Your task >>
Could you return the data below exactly as it appears?

Data excerpts >>
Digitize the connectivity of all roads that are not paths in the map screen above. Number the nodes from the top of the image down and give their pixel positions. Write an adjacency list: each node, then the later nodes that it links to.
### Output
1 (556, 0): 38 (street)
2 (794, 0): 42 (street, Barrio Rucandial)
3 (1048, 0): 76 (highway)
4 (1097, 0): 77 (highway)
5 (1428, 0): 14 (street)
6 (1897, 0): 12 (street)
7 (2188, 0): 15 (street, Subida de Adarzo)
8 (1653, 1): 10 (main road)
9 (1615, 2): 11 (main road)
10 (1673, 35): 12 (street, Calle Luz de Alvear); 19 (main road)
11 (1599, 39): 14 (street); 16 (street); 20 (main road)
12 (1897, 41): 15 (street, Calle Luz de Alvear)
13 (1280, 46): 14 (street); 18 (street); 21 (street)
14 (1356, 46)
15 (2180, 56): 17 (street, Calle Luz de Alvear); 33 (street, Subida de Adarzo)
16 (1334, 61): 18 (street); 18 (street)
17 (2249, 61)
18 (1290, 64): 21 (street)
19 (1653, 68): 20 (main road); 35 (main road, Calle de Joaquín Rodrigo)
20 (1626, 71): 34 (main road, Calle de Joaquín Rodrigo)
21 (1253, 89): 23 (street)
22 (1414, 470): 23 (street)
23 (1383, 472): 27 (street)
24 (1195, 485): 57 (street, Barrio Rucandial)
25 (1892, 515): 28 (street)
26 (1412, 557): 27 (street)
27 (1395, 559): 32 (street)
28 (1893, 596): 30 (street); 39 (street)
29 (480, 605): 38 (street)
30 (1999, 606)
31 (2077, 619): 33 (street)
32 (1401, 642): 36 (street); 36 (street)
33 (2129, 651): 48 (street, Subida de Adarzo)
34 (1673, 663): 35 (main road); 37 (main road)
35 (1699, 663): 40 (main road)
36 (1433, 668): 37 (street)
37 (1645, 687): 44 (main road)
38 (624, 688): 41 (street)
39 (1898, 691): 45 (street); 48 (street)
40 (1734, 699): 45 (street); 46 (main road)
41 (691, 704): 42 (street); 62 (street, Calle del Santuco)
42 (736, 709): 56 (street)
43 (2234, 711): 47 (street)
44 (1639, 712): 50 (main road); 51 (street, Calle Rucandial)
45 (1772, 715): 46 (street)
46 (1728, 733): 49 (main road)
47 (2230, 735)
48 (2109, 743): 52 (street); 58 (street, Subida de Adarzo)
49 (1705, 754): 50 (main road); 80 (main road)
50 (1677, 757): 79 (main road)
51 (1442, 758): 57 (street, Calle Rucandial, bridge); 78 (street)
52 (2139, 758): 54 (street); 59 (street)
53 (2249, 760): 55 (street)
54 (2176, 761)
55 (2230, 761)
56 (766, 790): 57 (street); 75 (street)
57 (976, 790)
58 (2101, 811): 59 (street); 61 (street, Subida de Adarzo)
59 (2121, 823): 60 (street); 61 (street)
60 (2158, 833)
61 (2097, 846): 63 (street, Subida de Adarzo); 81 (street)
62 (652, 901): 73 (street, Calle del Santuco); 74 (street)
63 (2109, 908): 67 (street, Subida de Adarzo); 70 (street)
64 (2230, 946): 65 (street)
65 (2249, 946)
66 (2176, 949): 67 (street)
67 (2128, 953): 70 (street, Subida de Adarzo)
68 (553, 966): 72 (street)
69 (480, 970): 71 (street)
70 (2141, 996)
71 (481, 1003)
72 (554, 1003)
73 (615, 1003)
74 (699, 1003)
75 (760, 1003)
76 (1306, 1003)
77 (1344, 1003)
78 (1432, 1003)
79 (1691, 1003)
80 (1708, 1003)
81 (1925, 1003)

Answer for this exercise >>
Digitize the connectivity of all roads that are not paths in the map screen above. Number the nodes from the top of the image down and give their pixel positions. Write an adjacency list: each node, then the later nodes that it links to.
### Output
1 (556, 0): 38 (street)
2 (794, 0): 42 (street, Barrio Rucandial)
3 (1048, 0): 76 (highway)
4 (1097, 0): 77 (highway)
5 (1428, 0): 14 (street)
6 (1897, 0): 12 (street)
7 (2188, 0): 15 (street, Subida de Adarzo)
8 (1653, 1): 10 (main road)
9 (1615, 2): 11 (main road)
10 (1673, 35): 12 (street, Calle Luz de Alvear); 19 (main road)
11 (1599, 39): 14 (street); 16 (street); 20 (main road)
12 (1897, 41): 15 (street, Calle Luz de Alvear)
13 (1280, 46): 14 (street); 18 (street); 21 (street)
14 (1356, 46)
15 (2180, 56): 17 (street, Calle Luz de Alvear); 33 (street, Subida de Adarzo)
16 (1334, 61): 18 (street); 18 (street)
17 (2249, 61)
18 (1290, 64): 21 (street)
19 (1653, 68): 20 (main road); 35 (main road, Calle de Joaquín Rodrigo)
20 (1626, 71): 34 (main road, Calle de Joaquín Rodrigo)
21 (1253, 89): 23 (street)
22 (1414, 470): 23 (street)
23 (1383, 472): 27 (street)
24 (1195, 485): 57 (street, Barrio Rucandial)
25 (1892, 515): 28 (street)
26 (1412, 557): 27 (street)
27 (1395, 559): 32 (street)
28 (1893, 596): 30 (street); 39 (street)
29 (480, 605): 38 (street)
30 (1999, 606)
31 (2077, 619): 33 (street)
32 (1401, 642): 36 (street); 36 (street)
33 (2129, 651): 48 (street, Subida de Adarzo)
34 (1673, 663): 35 (main road); 37 (main road)
35 (1699, 663): 40 (main road)
36 (1433, 668): 37 (street)
37 (1645, 687): 44 (main road)
38 (624, 688): 41 (street)
39 (1898, 691): 45 (street); 48 (street)
40 (1734, 699): 45 (street); 46 (main road)
41 (691, 704): 42 (street); 62 (street, Calle del Santuco)
42 (736, 709): 56 (street)
43 (2234, 711): 47 (street)
44 (1639, 712): 50 (main road); 51 (street, Calle Rucandial)
45 (1772, 715): 46 (street)
46 (1728, 733): 49 (main road)
47 (2230, 735)
48 (2109, 743): 52 (street); 58 (street, Subida de Adarzo)
49 (1705, 754): 50 (main road); 80 (main road)
50 (1677, 757): 79 (main road)
51 (1442, 758): 57 (street, Calle Rucandial, bridge); 78 (street)
52 (2139, 758): 54 (street); 59 (street)
53 (2249, 760): 55 (street)
54 (2176, 761)
55 (2230, 761)
56 (766, 790): 57 (street); 75 (street)
57 (976, 790)
58 (2101, 811): 59 (street); 61 (street, Subida de Adarzo)
59 (2121, 823): 60 (street); 61 (street)
60 (2158, 833)
61 (2097, 846): 63 (street, Subida de Adarzo); 81 (street)
62 (652, 901): 73 (street, Calle del Santuco); 74 (street)
63 (2109, 908): 67 (street, Subida de Adarzo); 70 (street)
64 (2230, 946): 65 (street)
65 (2249, 946)
66 (2176, 949): 67 (street)
67 (2128, 953): 70 (street, Subida de Adarzo)
68 (553, 966): 72 (street)
69 (480, 970): 71 (street)
70 (2141, 996)
71 (481, 1003)
72 (554, 1003)
73 (615, 1003)
74 (699, 1003)
75 (760, 1003)
76 (1306, 1003)
77 (1344, 1003)
78 (1432, 1003)
79 (1691, 1003)
80 (1708, 1003)
81 (1925, 1003)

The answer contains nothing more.